THEATRE REVIEW: Truth In Translation
David Lewis witnesses a top-class performance with parallels to NI
Make no bones about it, Truth in Translation is a fantastic piece of musical theatre. Boasting Grade-A performances from every member of the 11-strong cast, a sharp script and terrific music composed by Hugh Masekela, one of South Africa’s most acclaimed musicians, it’s worth paying the ticket price to hear the earth-stopping voice of Baby Cele alone. A night’s thought-provoking and moving entertainment.
But Truth in Translation is far more ambitious than that. A ‘project’ as much as a play, it premiered in August 2006 in Rwanda. As artistic director Michael Lessac explains: 'We are taking this play to conflict and healing zones around the world where people still live with, or still might not be able to let go of, thoughts of victimhood, entitlement, vengeance and denial.'
Truth in Translation has certainly come to the right place then – Healing Zone NI, where victimhood has been turned into an art form.
The play revolves around the testimonies of victims and perpetrators of apartheid to South Africa’s Truth & Reconciliation Commission, chaired by archbishop Tutu. We follow the lives of the interpreters who translate the business of the commission into the country’s 11 official languages.

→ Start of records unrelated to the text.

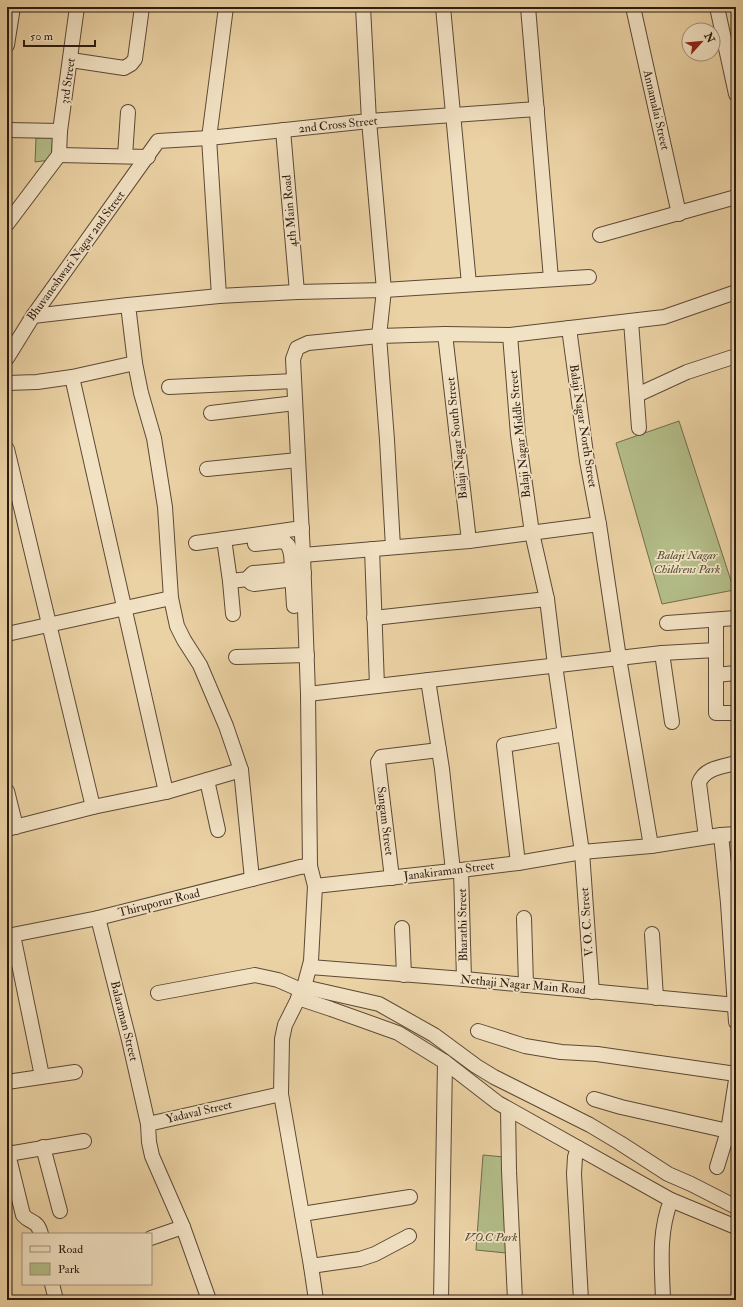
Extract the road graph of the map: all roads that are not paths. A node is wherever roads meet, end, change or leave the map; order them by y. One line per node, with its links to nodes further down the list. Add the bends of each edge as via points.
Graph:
1 (13, 7): 10 (street)
2 (77, 7): 11 (street, 3rd Street)
3 (142, 7): 11 (street, via 132,64 124,68)
4 (226, 7): 20 (street)
5 (363, 7): 16 (street)
6 (444, 7): 15 (street)
7 (528, 7): 13 (street)
8 (633, 7): 25 (street, Annamalai Street)
9 (717, 7): 12 (street)
10 (7, 45)
11 (71, 60): 19 (street, 3rd Street)
12 (736, 94)
13 (537, 109): 15 (street, 2nd Cross Street); 29 (street)
14 (128, 112): 22 (street)
15 (453, 115): 16 (street, 2nd Cross Street); 30 (street)
16 (369, 121): 18 (street, 2nd Cross Street); 31 (street)
17 (7, 130): 19 (street)
18 (283, 130): 20 (street, 2nd Cross Street); 32 (street, 4th Main Road)
19 (58, 131): 21 (street, 3rd Street)
20 (209, 138): 23 (street, 2nd Cross Street, via 158,141); 34 (street)
21 (59, 155): 22 (street); 26 (street)
22 (125, 156): 23 (street)
23 (148, 157): 36 (street, Bhuvaneshwari Nagar 2nd Street)
24 (736, 197): 25 (street)
25 (680, 214): 27 (street)
26 (7, 224)
27 (600, 235)
28 (590, 277): 29 (street)
29 (550, 279): 30 (street)
30 (469, 284): 31 (street)
31 (384, 290): 32 (street); 41 (street)
32 (297, 292): 34 (street)
33 (736, 292): 37 (street, via 664,317)
34 (219, 296): 35 (street)
35 (128, 305): 36 (street); 44 (street)
36 (33, 316): 43 (street, Bhuvaneshwari Nagar 2nd Street)
37 (631, 320): 38 (street); 49 (street)
38 (568, 328): 40 (street); 56 (street, Balaji Nagar North Street, via 586,461)
39 (445, 334): 40 (street); 41 (street); 60 (street, Balaji Nagar South Street)
40 (510, 335): 58 (street, Balaji Nagar Middle Street, via 518,435)
41 (379, 336): 46 (street, via 308,343 297,348 293,359); 63 (street)
42 (736, 356): 49 (street, via 687,372)
43 (7, 358)
44 (135, 363): 45 (street); 68 (street, via 154,438 165,507)
45 (72, 377): 47 (street); 71 (street)
46 (294, 381): 48 (street); 50 (street)
47 (7, 383)
48 (169, 387)
49 (637, 395): 52 (street)
50 (296, 402): 51 (street); 54 (street)
51 (211, 413)
52 (639, 428)
53 (7, 449): 77 (street)
54 (298, 460): 55 (street); 57 (street)
55 (207, 469)
56 (599, 524): 58 (street); 83 (street, Balaji Nagar North Street)
57 (302, 528): 59 (street); 65 (street)
58 (532, 532): 60 (street); 69 (street, Balaji Nagar Middle Street)
59 (224, 539): 61 (street); 67 (street)
60 (469, 541): 63 (street)
61 (196, 543)
62 (251, 544): 66 (street, via 286,542)
63 (393, 547): 64 (street)
64 (372, 549): 65 (street); 73 (street)
65 (304, 555): 66 (street)
66 (295, 574): 67 (street, via 285,570 253,573 249,579); 70 (street); 81 (street)
67 (230, 581): 72 (street)
68 (172, 598): 71 (street); 95 (street, via 177,626 200,665 226,726)
69 (547, 599): 73 (street); 84 (street, Balaji Nagar Middle Street)
70 (294, 606)
71 (124, 609): 77 (street); 98 (street)
72 (233, 614)
73 (374, 618): 88 (street)
74 (736, 618): 75 (street)
75 (716, 620): 76 (street); 79 (street)
76 (667, 623)
77 (49, 625): 78 (street); 99 (street)
78 (7, 634)
79 (716, 650): 80 (street); 86 (street)
80 (662, 653): 83 (street); 91 (street)
81 (307, 655): 82 (street); 89 (street)
82 (236, 657)
83 (619, 658): 84 (street); 105 (street, Balaji Nagar North Street)
84 (555, 665): 87 (street); 92 (street, V. O. C. Street)
85 (736, 673): 86 (street)
86 (716, 675): 90 (street, via 716,713)
87 (428, 680): 88 (street); 93 (street, Bharathi Street)
88 (376, 686): 89 (street)
89 (308, 694): 108 (street)
90 (736, 713)
91 (672, 722)
92 (565, 734): 106 (street, V. O. C. Street); 107 (street, via 504,745)
93 (439, 750): 109 (street, Bharathi Street); 110 (street, Sangam Street, via 381,757 378,762)
94 (736, 763): 104 (street, via 708,771 701,777 699,783)
95 (241, 770): 96 (street); 111 (street)
96 (207, 780): 98 (street); 101 (street)
97 (7, 791): 100 (street)
98 (166, 792): 99 (street)
99 (93, 807): 100 (street)
100 (11, 828)
101 (218, 830)
102 (736, 834): 103 (street, Janakiraman Street)
103 (721, 835): 104 (street, Janakiraman Street); 126 (street)
104 (706, 837): 105 (street, Janakiraman Street)
105 (651, 846): 106 (street, Janakiraman Street)
106 (582, 852): 107 (street, Janakiraman Street); 123 (street, V. O. C. Street)
107 (518, 863): 109 (street, Janakiraman Street)
108 (310, 866): 111 (street, Thiruporur Road); 112 (street)
109 (457, 871): 110 (street, Janakiraman Street); 120 (street, Bharathi Street)
110 (392, 878): 112 (street, Janakiraman Street)
111 (252, 879): 113 (street, Thiruporur Road)
112 (315, 886): 118 (street)
113 (98, 918): 117 (street, Thiruporur Road); 138 (street, Balaraman Street)
114 (524, 918): 121 (street)
115 (402, 928): 119 (street)
116 (652, 934): 125 (street)
117 (10, 936): 132 (street)
118 (310, 967): 119 (street, Nethaji Nagar Main Road); 122 (street)
119 (404, 975): 120 (street, Nethaji Nagar Main Road)
120 (464, 979): 121 (street, Nethaji Nagar Main Road)
121 (526, 985): 123 (street, Nethaji Nagar Main Road)
122 (301, 992): 124 (street, via 278,980 255,975); 129 (street, via 331,1009 398,1033); 135 (street, via 285,1025 282,1039); 147 (street, via 379,1004 434,1035 494,1077 590,1126 668,1174)
123 (592, 992): 125 (street, Nethaji Nagar Main Road)
124 (158, 993)
125 (656, 998): 126 (street, Nethaji Nagar Main Road)
126 (735, 1005): 127 (street)
127 (736, 1022)
128 (478, 1031): 131 (street, via 524,1046)
129 (445, 1062): 137 (street); 160 (street)
130 (75, 1072): 132 (street)
131 (736, 1074)
132 (42, 1076): 134 (street)
133 (736, 1080): 139 (street)
134 (7, 1082)
135 (281, 1094): 138 (street, Yadaval Street); 149 (street)
136 (594, 1098): 139 (street, via 621,1107)
137 (508, 1109): 142 (street); 161 (street)
138 (148, 1124): 150 (street, via 152,1156)
139 (728, 1131): 144 (street)
140 (84, 1141): 141 (street)
141 (43, 1147): 143 (street); 148 (street)
142 (578, 1148): 146 (street); 162 (street, via 574,1174)
143 (7, 1152): 152 (street, via 22,1215 34,1222)
144 (717, 1167)
145 (410, 1197): 149 (street)
146 (671, 1200): 151 (street); 163 (street, via 666,1213 661,1248)
147 (736, 1208)
148 (60, 1211)
149 (302, 1214): 155 (street)
150 (183, 1227): 154 (street); 158 (street)
151 (736, 1227)
152 (42, 1233)
153 (408, 1236): 155 (street, via 360,1259)
154 (152, 1238)
155 (311, 1266): 159 (street)
156 (52, 1285): 157 (street)
157 (56, 1300)
158 (210, 1300)
159 (316, 1300)
160 (441, 1300)
161 (515, 1300)
162 (581, 1300)
163 (663, 1300)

A cross-section of South African life, the interpreters include a former ANC soldier, the gay son of a brigadier in the security forces, a Zulu minister and middle class white girl. Told at the start not to become involved, that 'personal sympathies and matters of the heart have no place here', as more and more ‘hectic stories’ pass through their lips the ability of the interpreters to remain dispassionate is shattered.
Like any team of workers caught up in extraordinary events a strong group dynamic is forged and interpersonal relationships wax and wane. Some of the interpreters try to block out the testimonies, some feel that they are living the harrowing events as the words flow through them.

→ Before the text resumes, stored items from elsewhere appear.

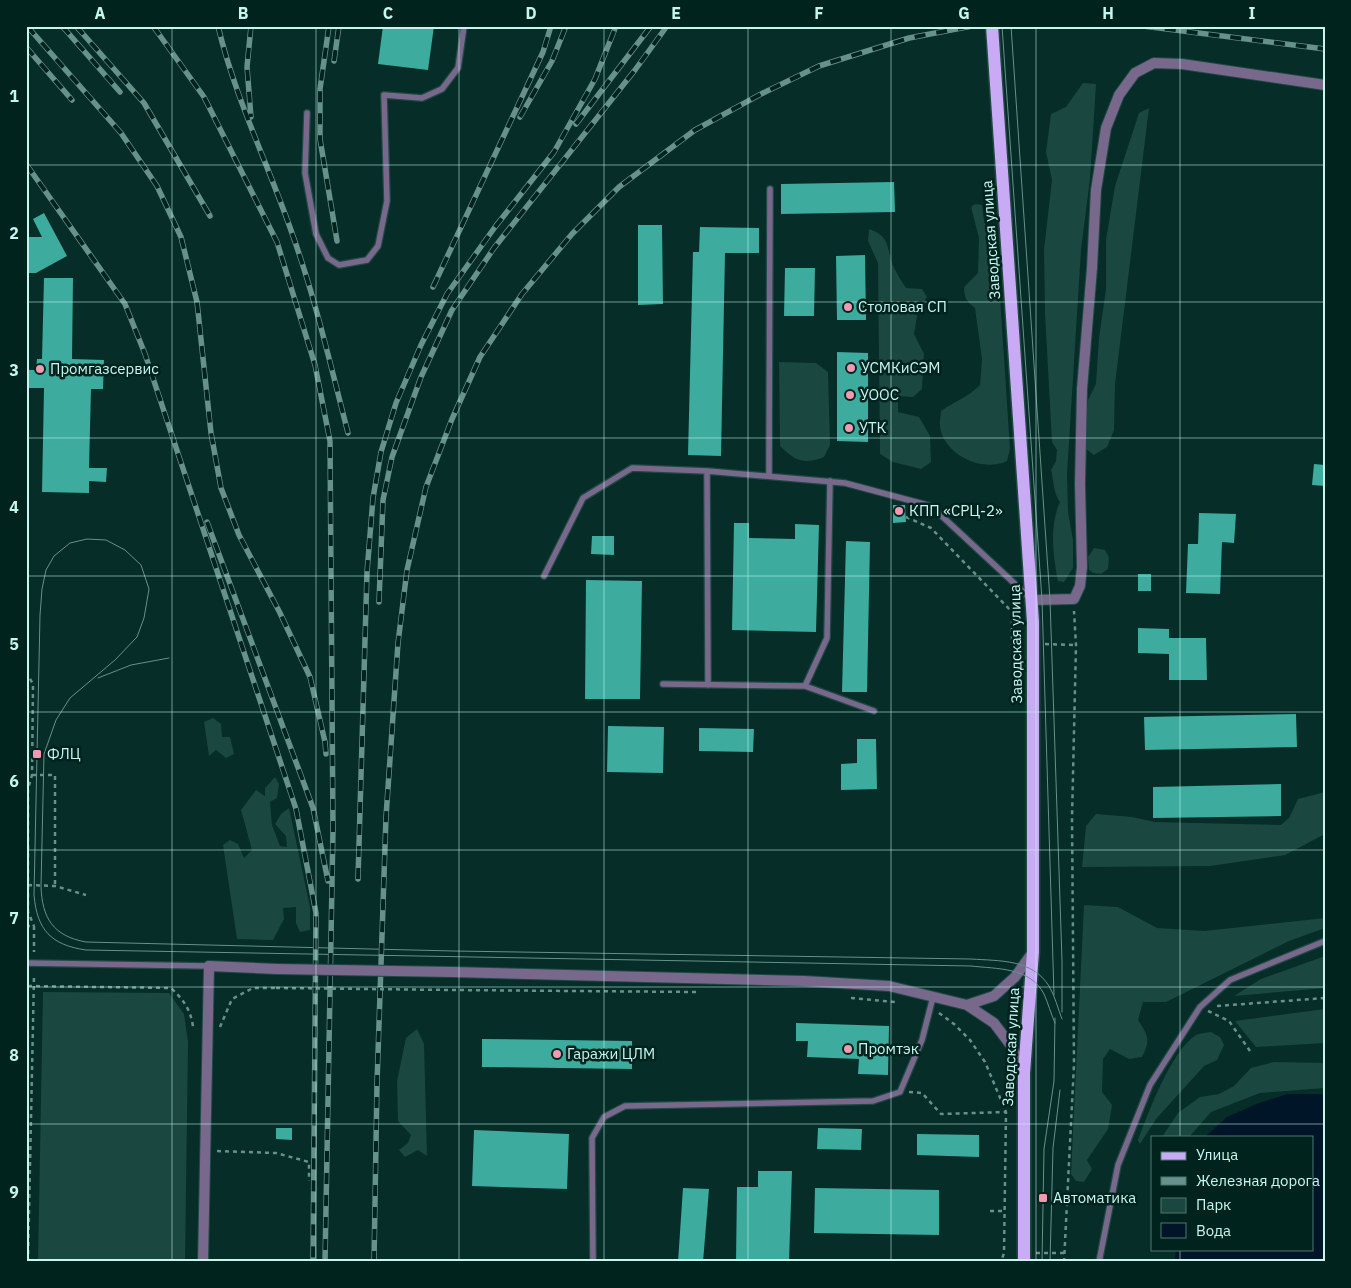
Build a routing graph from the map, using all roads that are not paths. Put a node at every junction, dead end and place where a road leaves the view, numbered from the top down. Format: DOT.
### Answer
graph roads {
  1 [pos="464,26"];
  2 [pos="992,26"];
  3 [pos="1325,85"];
  4 [pos="307,113"];
  5 [pos="770,189"];
  6 [pos="707,471"];
  7 [pos="769,476"];
  8 [pos="830,481"];
  9 [pos="544,576"];
  10 [pos="1033,600"];
  11 [pos="663,684"];
  12 [pos="708,685"];
  13 [pos="805,686"];
  14 [pos="874,711"];
  15 [pos="1325,941"];
  16 [pos="1033,952"];
  17 [pos="26,963"];
  18 [pos="209,966"];
  19 [pos="933,997"];
  20 [pos="967,1005"];
  21 [pos="1024,1073"];
  22 [pos="203,1262"];
  23 [pos="593,1262"];
  24 [pos="1024,1262"];
  25 [pos="1100,1262"];
  1 -- 4 [label="lane"];
  2 -- 10 [label="main road, Заводская улица"];
  3 -- 10 [label="street"];
  5 -- 7 [label="lane"];
  6 -- 7 [label="lane"];
  6 -- 9 [label="lane"];
  6 -- 12 [label="lane"];
  7 -- 8 [label="lane"];
  8 -- 10 [label="lane"];
  8 -- 13 [label="lane"];
  10 -- 16 [label="main road, Заводская улица"];
  11 -- 12 [label="lane"];
  12 -- 13 [label="lane"];
  13 -- 14 [label="lane"];
  15 -- 25 [label="lane"];
  16 -- 20 [label="street"];
  16 -- 21 [label="main road, Заводская улица"];
  17 -- 18 [label="lane"];
  18 -- 19 [label="street, bridge"];
  18 -- 22 [label="street"];
  19 -- 20 [label="street"];
  19 -- 23 [label="lane"];
  20 -- 21 [label="street"];
  21 -- 24 [label="main road, Заводская улица"];
}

Actual footage from the Truth & Reconciliation Commission, which was broadcast in South Africa and around the world, plays on a backdrop of coloured and white shirts but the performances are so engaging it’s scarcely needed.
The mixture of theatre and song is entirely credible. In fact, song seems an appropriate and natural way of expressing emotions that are almost too complicated and painful for spoken words.
There are plenty of parallels with Conflict NI – people being blown to smithereens, torture, brutal murders, the public lynching of 'informers' etc etc ad nauseum. The tagline of ‘a just war’ being used to justify heinous atrocities is also depressingly familiar. Parallels too with Healing Zone NI – lies, dissembling, abrogation of responsibility, a lack of remorse, history warped and rewritten.
In effect, Truth in Translation poses the same question that Nelson Mandela asked his country back in 1994: ‘Can you forgive the past to survive the future?’
To push the matter further, the Lyric has exhibits on this theme, including a ‘forgiveness wall’ in the foyer on which people are invited to scrawl their thoughts: ‘I forgive everyone.’ ‘I forgive children not adults.’ ‘Sorry mom.’ ‘Sorry Katie for six years ago.’
Truth in Translation acknowledges that the Truth & Reconciliation Commission barely scratched the surface and ends on a story, which like the majority of victims’ stories, wasn’t told. But at least the very public attempt at reconciliation was a start and for the victims who did take part much more than that.
Of course, Northern Ireland isn't going to get a Truth & Reconciliation Commission. Our victims won't get a chance to tell their story, to bring their pain into a public arena, to let their dead speak. The politicians/perpetrators here are conspicuously lacking the magnanimity of a Mandela.
Even imagining a similar piece of theatre being made about the Northern Ireland peace process is difficult. It would never get past the first rehearsal, and petty arguments over how much of the singing should be in Irish, how much in Ulster Scots.
As I left the theatre I felt the urge to write a line from Anne Michaels’ Fugitive Pieces on the forgiveness wall: 'Neither repentance nor forgiveness can erase an immoral act.'
Or as Truth in Translation had it: 'A human body's bones cannot just disappear.'
So maybe forgiveness doesn’t really matter. It’s more a question of victims being big enough to live with perpetrators in their midst. And there wasn’t room on the wall anyway. Too many stories, too much forgiveness needed.